10. Bostert, ed., Newhall and Williams College (14 June 2023)

Collected letters of Richard Newhall, one of Williams College’s foremost history professors, a dean of the faculty, and wartime stand-in president. Arranged by topic rather than chronology, the assemblage demonstrates the views of a Harvard-trained, (medieval) Europeanist dedicated to teaching rather than research, whose characteristic approach was to expose ignorance so as to promote humility, to encourage self-discovery is the basis of real education. A World War I officer and casualty, he emphasized facts as evidence of decision making and outcomes – how leaders managed important affairs – while disfavoring documentary sources as tending toward abstract ideas which would mislead one from the heart of the matter. Decisions, like journalism and history, were always made with partial evidence. It was appropriate to give actors the benefit of the doubt, and more important for businessmen and lawyers to learn about what we know was done than to prepare for research degrees or to search for the absolute (a ‘mental disease’, according to a favored colleague). The teacher himself must be willing to be forgotten.
His influence on Hyde, Waite, Bahlman, and Bostert are evident. The latter’s narration is useful if sometimes repetitive, notably the summation that history and scholarship had moved over 1920-70 from understanding and explanation to post facto criticism and challenge, from the dispassionate to the ideological.
Well footnoted so as to identify contemporary academics and politicians, the book’s themes include comparison of military training to education (the former suppresses individualism, the latter cultivates it with a view toward citizenship); faculty debate over isolationism, college administration, curricular changes (e.g., instruction in classics, mandatory chapel); and sundry academic and political matters. A review should tell what the author attempted and whether he succeeded by his own standards, since it was unlikely the reviewer could match the scholar in the latter’s specialty. Newhall helped Bailyn transition from English to history by recommending his Harvard application ignore lack of undergraduate studies. Politically a Wilsonian who nonetheless believed political leaders knew more than journalists (and presumably bureaucrats?), he came to be a neoconservative avant la lettre.

9. Whiting, Bloody Aachen (28 May 2023)

Narrates the fall of Aachen in fall 1944, the first German city conquered by the Allies. Part of the Siegfried Line but otherwise lacking strategic importance – the border town of 165,000 was merely on the way to American objectives in the Ruhr – the ancient Carolingian capital nonetheless possessed cultural significance. Ample men and materiel were reallocated from the Eastern front. The defenders’ first commanding officer tried (and failed) to surrender the city; the second fought nearly to its destruction, having held out long enough for Germany to provision counterattack in the Ardennes – the famous Battle of the Bulge. Highly personified from general to private, less effectively mapped, the story moves briskly.
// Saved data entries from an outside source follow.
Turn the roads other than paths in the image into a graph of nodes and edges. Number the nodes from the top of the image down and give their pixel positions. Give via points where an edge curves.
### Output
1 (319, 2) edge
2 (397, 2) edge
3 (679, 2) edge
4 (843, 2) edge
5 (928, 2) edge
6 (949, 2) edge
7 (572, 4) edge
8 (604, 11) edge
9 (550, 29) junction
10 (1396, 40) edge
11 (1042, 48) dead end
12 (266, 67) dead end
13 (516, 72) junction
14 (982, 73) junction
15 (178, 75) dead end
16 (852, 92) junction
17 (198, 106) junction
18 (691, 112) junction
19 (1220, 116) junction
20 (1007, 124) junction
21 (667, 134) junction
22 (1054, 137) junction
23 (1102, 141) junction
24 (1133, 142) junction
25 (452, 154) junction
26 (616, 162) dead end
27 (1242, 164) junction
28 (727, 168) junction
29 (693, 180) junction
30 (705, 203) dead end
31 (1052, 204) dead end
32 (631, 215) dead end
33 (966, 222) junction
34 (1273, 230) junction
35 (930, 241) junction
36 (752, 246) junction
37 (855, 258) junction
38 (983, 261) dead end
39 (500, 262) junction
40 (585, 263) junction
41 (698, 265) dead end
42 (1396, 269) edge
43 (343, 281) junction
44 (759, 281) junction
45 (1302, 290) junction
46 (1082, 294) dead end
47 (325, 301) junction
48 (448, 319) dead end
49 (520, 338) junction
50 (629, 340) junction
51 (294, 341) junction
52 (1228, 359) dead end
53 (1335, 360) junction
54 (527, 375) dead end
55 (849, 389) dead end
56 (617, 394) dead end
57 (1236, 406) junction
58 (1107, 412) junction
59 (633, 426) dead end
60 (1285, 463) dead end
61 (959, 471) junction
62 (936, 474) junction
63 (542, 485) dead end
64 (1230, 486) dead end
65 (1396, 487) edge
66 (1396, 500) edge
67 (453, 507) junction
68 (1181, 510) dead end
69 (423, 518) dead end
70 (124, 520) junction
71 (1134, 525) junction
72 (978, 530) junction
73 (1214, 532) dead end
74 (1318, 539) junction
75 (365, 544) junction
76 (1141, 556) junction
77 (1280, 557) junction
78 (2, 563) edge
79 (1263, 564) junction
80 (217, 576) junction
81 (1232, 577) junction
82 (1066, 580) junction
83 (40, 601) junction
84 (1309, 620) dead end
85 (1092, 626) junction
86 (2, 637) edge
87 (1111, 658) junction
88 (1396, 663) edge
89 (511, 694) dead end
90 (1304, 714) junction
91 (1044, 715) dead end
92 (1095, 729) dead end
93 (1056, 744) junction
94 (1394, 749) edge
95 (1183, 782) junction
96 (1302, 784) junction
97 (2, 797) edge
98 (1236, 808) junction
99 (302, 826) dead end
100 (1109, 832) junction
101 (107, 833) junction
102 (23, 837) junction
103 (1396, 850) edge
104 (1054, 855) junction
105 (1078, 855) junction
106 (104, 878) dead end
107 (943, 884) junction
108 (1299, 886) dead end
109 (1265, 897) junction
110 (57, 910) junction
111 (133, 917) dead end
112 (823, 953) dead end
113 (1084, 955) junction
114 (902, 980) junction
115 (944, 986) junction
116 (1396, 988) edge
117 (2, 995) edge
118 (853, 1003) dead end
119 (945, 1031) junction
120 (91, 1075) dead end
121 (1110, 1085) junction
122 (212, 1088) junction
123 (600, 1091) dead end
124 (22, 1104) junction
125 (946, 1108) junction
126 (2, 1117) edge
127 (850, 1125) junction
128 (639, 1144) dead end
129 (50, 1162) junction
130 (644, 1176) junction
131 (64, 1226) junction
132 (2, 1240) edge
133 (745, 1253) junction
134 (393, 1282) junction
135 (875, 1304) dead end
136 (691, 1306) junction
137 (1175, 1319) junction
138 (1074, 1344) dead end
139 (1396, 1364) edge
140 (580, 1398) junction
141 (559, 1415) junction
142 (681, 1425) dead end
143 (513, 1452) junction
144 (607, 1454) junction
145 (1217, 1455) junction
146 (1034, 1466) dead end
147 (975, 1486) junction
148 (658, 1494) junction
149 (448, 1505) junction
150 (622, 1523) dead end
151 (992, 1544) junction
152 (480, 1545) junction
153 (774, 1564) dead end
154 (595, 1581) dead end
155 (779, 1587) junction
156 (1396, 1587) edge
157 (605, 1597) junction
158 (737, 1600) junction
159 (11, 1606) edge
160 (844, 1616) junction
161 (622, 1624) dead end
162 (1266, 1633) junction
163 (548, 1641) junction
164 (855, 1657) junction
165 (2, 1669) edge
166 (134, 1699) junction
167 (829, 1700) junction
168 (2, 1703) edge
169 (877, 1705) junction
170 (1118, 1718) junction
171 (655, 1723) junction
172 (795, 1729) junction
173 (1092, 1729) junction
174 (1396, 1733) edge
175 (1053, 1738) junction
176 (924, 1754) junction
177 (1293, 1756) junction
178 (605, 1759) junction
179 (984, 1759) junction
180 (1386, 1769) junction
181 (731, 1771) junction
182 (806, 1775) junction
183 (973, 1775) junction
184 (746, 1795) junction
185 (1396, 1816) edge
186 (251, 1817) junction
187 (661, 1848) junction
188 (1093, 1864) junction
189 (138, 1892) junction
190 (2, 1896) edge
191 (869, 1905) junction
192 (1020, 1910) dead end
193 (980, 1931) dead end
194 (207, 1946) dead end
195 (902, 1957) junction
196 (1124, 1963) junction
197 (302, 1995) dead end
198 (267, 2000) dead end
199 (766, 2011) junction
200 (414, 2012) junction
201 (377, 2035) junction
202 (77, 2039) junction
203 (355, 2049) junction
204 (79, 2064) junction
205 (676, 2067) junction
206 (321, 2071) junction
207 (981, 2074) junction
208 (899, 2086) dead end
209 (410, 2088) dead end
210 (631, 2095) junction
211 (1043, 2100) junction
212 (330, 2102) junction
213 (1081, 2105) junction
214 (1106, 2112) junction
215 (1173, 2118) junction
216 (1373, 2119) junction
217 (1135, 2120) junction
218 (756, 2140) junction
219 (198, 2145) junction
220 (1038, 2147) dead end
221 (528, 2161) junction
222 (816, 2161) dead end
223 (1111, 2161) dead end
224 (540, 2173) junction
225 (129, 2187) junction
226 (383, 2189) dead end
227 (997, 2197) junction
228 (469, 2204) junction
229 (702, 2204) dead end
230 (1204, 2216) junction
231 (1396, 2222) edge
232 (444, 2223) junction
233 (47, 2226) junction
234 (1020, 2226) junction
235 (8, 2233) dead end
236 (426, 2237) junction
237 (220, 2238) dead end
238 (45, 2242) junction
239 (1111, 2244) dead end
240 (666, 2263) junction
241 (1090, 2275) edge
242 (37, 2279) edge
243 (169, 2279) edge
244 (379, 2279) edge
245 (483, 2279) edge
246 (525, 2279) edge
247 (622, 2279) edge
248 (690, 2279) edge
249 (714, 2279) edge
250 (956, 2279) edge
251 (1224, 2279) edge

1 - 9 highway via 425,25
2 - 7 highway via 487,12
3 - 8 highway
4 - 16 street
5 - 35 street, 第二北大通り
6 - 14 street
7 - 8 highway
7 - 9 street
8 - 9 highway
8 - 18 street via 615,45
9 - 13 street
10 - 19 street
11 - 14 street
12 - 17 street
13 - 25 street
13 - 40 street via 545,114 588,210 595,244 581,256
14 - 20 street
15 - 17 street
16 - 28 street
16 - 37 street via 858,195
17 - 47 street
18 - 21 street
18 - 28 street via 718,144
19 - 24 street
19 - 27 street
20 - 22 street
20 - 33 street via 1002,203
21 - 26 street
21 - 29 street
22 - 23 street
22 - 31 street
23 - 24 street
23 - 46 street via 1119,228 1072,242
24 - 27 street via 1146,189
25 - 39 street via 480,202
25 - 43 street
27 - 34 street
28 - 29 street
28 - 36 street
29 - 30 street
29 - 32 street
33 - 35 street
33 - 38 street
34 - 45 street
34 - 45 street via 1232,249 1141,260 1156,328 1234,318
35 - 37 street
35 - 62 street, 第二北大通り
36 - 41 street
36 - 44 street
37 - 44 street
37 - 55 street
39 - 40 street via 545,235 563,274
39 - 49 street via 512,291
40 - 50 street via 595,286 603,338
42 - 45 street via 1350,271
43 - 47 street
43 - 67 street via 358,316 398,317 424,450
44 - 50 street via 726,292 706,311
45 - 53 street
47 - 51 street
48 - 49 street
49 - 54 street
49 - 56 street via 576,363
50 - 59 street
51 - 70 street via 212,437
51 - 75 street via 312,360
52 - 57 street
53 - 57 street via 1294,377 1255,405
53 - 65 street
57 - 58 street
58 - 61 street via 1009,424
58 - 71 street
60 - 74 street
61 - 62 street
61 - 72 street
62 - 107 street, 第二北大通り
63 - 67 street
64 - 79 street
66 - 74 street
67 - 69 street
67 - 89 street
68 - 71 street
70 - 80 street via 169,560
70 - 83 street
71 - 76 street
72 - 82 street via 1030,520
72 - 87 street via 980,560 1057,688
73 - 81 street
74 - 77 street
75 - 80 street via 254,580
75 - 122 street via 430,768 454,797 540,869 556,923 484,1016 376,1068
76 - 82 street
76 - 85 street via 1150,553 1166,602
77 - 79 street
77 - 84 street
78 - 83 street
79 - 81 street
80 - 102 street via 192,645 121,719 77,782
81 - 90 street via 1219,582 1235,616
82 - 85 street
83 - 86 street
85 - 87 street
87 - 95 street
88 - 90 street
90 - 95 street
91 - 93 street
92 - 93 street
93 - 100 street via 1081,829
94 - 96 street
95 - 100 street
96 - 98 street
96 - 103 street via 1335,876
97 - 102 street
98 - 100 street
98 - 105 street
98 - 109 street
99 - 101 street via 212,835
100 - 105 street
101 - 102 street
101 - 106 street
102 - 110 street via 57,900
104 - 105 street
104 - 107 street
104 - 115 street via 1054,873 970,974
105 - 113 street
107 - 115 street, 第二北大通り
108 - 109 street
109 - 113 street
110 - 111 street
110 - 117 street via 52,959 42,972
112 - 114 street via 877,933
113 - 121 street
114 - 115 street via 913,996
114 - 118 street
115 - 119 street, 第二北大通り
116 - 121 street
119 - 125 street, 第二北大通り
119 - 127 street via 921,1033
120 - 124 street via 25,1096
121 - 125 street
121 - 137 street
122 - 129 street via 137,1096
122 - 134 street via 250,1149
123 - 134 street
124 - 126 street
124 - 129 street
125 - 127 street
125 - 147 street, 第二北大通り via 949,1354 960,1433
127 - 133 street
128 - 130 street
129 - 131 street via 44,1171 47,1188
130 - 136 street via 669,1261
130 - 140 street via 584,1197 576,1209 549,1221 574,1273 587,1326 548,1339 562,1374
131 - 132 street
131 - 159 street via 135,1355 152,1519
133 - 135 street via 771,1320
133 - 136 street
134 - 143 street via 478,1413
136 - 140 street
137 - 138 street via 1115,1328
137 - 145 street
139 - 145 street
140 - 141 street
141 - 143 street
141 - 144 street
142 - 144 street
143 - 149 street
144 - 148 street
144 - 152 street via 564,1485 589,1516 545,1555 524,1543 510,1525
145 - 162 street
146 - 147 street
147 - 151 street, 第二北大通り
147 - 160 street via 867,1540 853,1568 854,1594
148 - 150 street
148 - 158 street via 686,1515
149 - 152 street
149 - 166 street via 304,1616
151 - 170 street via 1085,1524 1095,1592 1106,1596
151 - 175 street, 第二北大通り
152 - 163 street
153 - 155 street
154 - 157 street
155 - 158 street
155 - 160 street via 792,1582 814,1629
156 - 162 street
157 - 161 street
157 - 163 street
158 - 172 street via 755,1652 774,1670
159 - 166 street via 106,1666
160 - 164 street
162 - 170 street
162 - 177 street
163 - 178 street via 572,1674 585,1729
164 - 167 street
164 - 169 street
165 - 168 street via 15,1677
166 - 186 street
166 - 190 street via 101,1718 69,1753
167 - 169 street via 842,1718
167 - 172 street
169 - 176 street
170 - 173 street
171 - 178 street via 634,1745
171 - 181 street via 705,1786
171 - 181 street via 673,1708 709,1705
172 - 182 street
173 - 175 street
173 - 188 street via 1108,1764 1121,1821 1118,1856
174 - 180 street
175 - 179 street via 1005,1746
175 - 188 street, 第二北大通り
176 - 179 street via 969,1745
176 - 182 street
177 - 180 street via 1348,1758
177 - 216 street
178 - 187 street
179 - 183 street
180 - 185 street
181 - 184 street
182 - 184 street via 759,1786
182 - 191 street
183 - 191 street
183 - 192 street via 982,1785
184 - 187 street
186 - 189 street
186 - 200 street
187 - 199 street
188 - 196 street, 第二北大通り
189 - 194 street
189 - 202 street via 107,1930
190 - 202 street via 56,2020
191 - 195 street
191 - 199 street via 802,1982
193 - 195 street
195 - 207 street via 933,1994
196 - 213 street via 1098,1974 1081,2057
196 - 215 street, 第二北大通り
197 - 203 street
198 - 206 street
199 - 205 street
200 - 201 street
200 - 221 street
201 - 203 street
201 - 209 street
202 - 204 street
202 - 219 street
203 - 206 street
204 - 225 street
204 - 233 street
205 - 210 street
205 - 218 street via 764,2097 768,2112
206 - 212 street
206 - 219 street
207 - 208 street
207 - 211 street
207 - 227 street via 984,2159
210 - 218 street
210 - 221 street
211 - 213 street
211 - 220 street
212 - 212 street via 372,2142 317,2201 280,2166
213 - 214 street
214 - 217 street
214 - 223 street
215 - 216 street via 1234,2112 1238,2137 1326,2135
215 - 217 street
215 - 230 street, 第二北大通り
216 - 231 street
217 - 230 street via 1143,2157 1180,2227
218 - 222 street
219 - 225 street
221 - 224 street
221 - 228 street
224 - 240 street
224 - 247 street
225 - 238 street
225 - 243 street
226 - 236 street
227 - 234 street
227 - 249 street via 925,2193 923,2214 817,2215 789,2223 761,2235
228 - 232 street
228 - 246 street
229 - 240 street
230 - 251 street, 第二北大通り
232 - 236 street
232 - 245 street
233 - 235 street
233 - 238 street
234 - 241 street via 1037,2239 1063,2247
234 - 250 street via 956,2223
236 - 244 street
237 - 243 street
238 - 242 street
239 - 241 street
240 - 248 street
13. Farnsworth, Socratic Method (21 July 2022)

The Socratic method – an ethic of patience, humility, inquiry, doubt – acts to counteract politicized, social media-fueled decay of social discourse. It won’t change one’s opinions but how they are conceived and updated.
Socratic philosophy identifies happiness with virtue and so wisdom (knowledge). Consistency of behavior with thinking is supreme in the search for truth. Failure of will is merely failure to act on knowing better.
The Stoics thought that if equanimity were reached, it would be so via Socrates. The Skeptics, mistrusting of claims to certainty, nonetheless share Socrates views’ that virtue is a matter of knowledge.
Elements:
• Elenchus: introduces possibility of inconsistency – consistency being vital to establishing knowledge
• Systole / diastole: consistency of apparently different things, and differences of seemingly similar things. What generalizations hold and why might they fail?
• Analogy: vivid imagery doesn’t make it helpful. Analogies look like observations but more often make claims
• Numbers: large ones are unhelpful, ‘one truthful witness’ is sufficient, screening out social pressure
• Ignorance: use feignment to build up, to flesh out argument before arguing against something
• Aporia: raise questions until paralysis is reached. Truths isn’t consistent with the ability to discuss
Tactics: all propositions sprout implications for testing
• Use the offered principle to challenge the preceding claim
• Challenge the new claim
• Push for path to the new claim as generalized from the preceding claims.
Examples
• Clarify: what do you mean by? Can we say it another way?
• Probe assumption(s): what are you assuming? How did you choose that assumption? What might have been chosen instead?
• Assess reason and evidence: how do we know? Why is that true? What would change one’s mind?
• Identify the viewpoint/perspective: what’s the implication? The effect? The alternative?
• Identify consequences: why is this important? How can we find out? What generalizations can we draw?